In today’s volatile economic climate, many retirees and individuals approaching retirement share pressing financial concerns such as:
– Protecting retirement assets from loss
– Maintaining opportunities for conservative accumulation through retirement
– Finding ways to help keep pace with inflation
– Creating a guaranteed stream of income that cannot be outlived
Depending on your specific circumstances, a Fixed Index Annuity may be a great solution to help address some of these concerns. Below is a quick video overview of Fixed Index Annuities, also known as Hybrid Annuties, and how they work.
The Fundamentals of Annuities
An annuity is a financial product that can be used to accumulate cash value on a tax-deferred basis. Annuities can be a great tool for individuals to secure retirement income or to convert existing assets into a stream of income. There are four main changes everyone faces in retirement—longer life expectancies, taxes, inflation, and market volatility—and annuities help to address all four of these factors.
By accumulating tax-deferred, certain annuities can grow larger before facing a tax liability. This, along with an interest rate of growth, helps to hedge against inflation. And because many annuities have guaranteed rates of return and are not directly exposed to the stock market, they are less susceptible to market volatility.
Most annuities have two phases—an accumulation phase and distribution phase. During the accumulation phase, premium payments are collected and cash value within the policy account grows at a pre-determined rate. Upon a triggering event, in most cases retirement, the annuity then begins to issue benefit payments. With a lifetime income rider, it is possible to receive benefit payments for the remainder of an individual’s life.
There are many different types of annuities, all designed to meet different needs. Additionally, the specifics of an annuity will vary amongst the carriers and policy type.
While there are numerous versions of annuities, there are a few basic categories.
- Fixed (FA)
- Fixed Indexed (FIA)
- Single Premium Immediate (SPIA)
- Deferred Income Annuities (DIA)
- Variable (VA)
A Fixed Annuity, sometimes referred to as a Traditional Fixed Annuity, provides a guaranteed interest rate as well as an initial interest rate. The actual interest rate may vary over the life of annuity but will not fall below the guaranteed minimum interest rate (GMIR). No matter stock market performance or the overall interest rate environment, the policy will continue to grow at the declared rate. There are Multi-Year Guaranteed Annuities (MYGA) that provide a particular interest rate over longer periods of time.
Fixed Indexed Annuity
A Fixed Indexed Annuity, sometimes referred to as an Equity-Indexed Annuity, gathers interest based on the performance of a specific stock market index, like the Dow Jones Industrial Average or the Standard & Poors 500. Some FIAs include a guaranteed rate of return or floor, securing a base return. While a Fixed Indexed Annuity is tied to the performance of a stock index, it does not directly participate in the markets. Additionally, FIAs are protected against negative index movements. Within FIAs, there will be many interest rates capturing and crediting methods to choose from.

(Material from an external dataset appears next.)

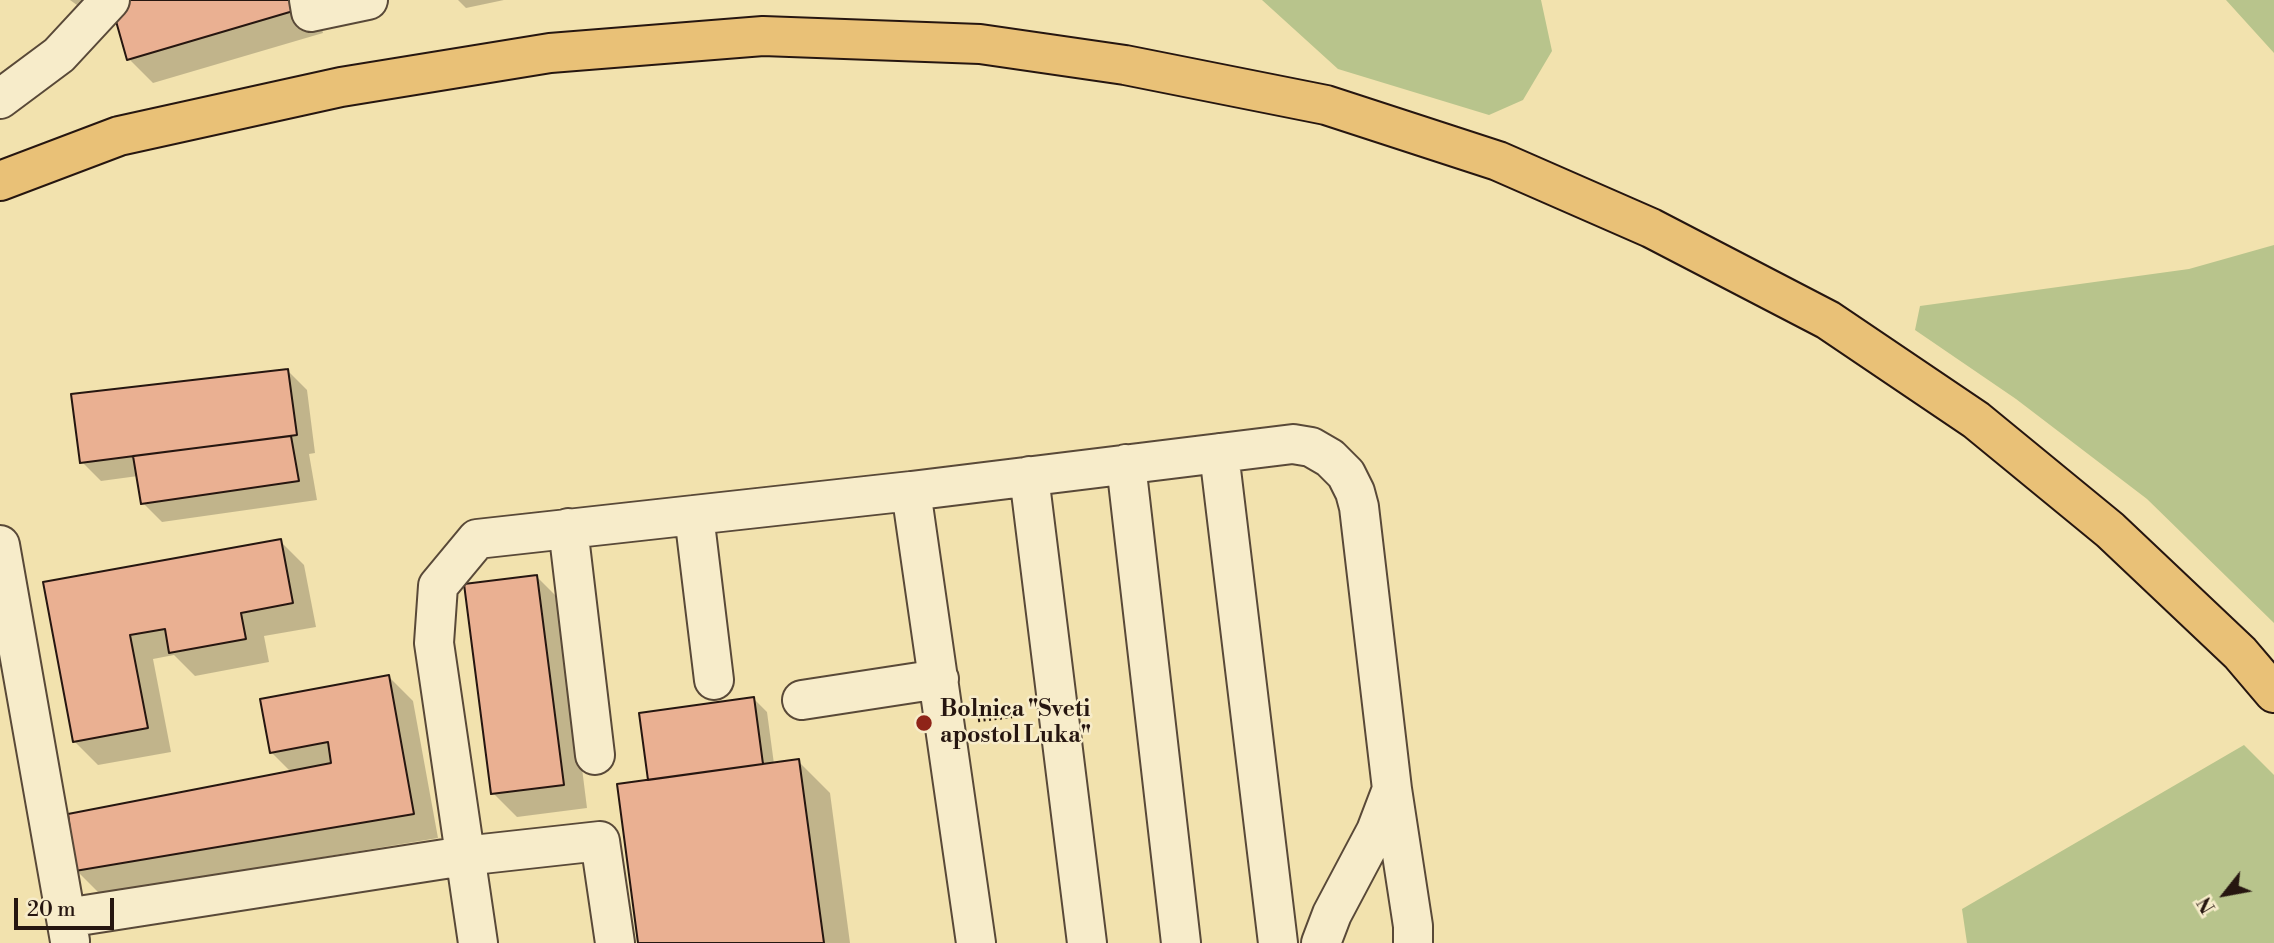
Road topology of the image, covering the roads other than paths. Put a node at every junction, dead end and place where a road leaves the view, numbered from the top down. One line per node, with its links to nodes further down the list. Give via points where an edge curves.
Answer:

Single Premium Immediate Annuity
Unlike Fixed or Fixed Indexed annuities, which provide tax-deferred growth, Single Premium Immediate Annuities do not have an accumulation or deferral period. Rather, as the name indicates, they are purchased with a lump sum of money. Benefits are then triggered within a year of purchase. The payment amounts you receive from a SPIA will depend on the lump sum used to purchase the contract, your life expectancy, and your gender, and other factors.
Deferred Income Annuity
A Deferred Income Annuity combines elements of Deferred Fixed Annuities and Single Premium Immediate Annuities. Like SPIAs, Deferred Income Annuities are purchased with a lump sum. However, benefits can be delayed for a set period of time, allowing the contract value to grow, increasing the benefit payment amounts upon triggering distribution. In addition, it may be possible to contribute over the initial purchase amount, which can increase benefit payouts. Because DIAs typically have a Lifetime Income Rider built into the product, they are sometimes referred to as “longevity insurance” or a “longevity annuity.”
A Variable Annuity shares many features with fixed and fixed indexed annuities. However, they are directly exposed to the stock market through underlying securities of the contract. The carrier guarantees a minimum payment, but the rate of return will vary based on the performance of the underlying securities.
This is a feature available in some insurance products like annuities and life insurance that provides an income stream that cannot be outlived. Typically, a lifetime income rider will involve an additional fee or charge on the premium, but the ability to have a retirement resource that cannot be outlived is attractive to many consumers, especially with longer life expectancies.
Bear in the mind that the information above is simply a high-level discussion of annuities. To properly address whether an annuity is right for your specific needs or to determine what type of annuity best helps achieve your financial objects, you should consult with a financial professional.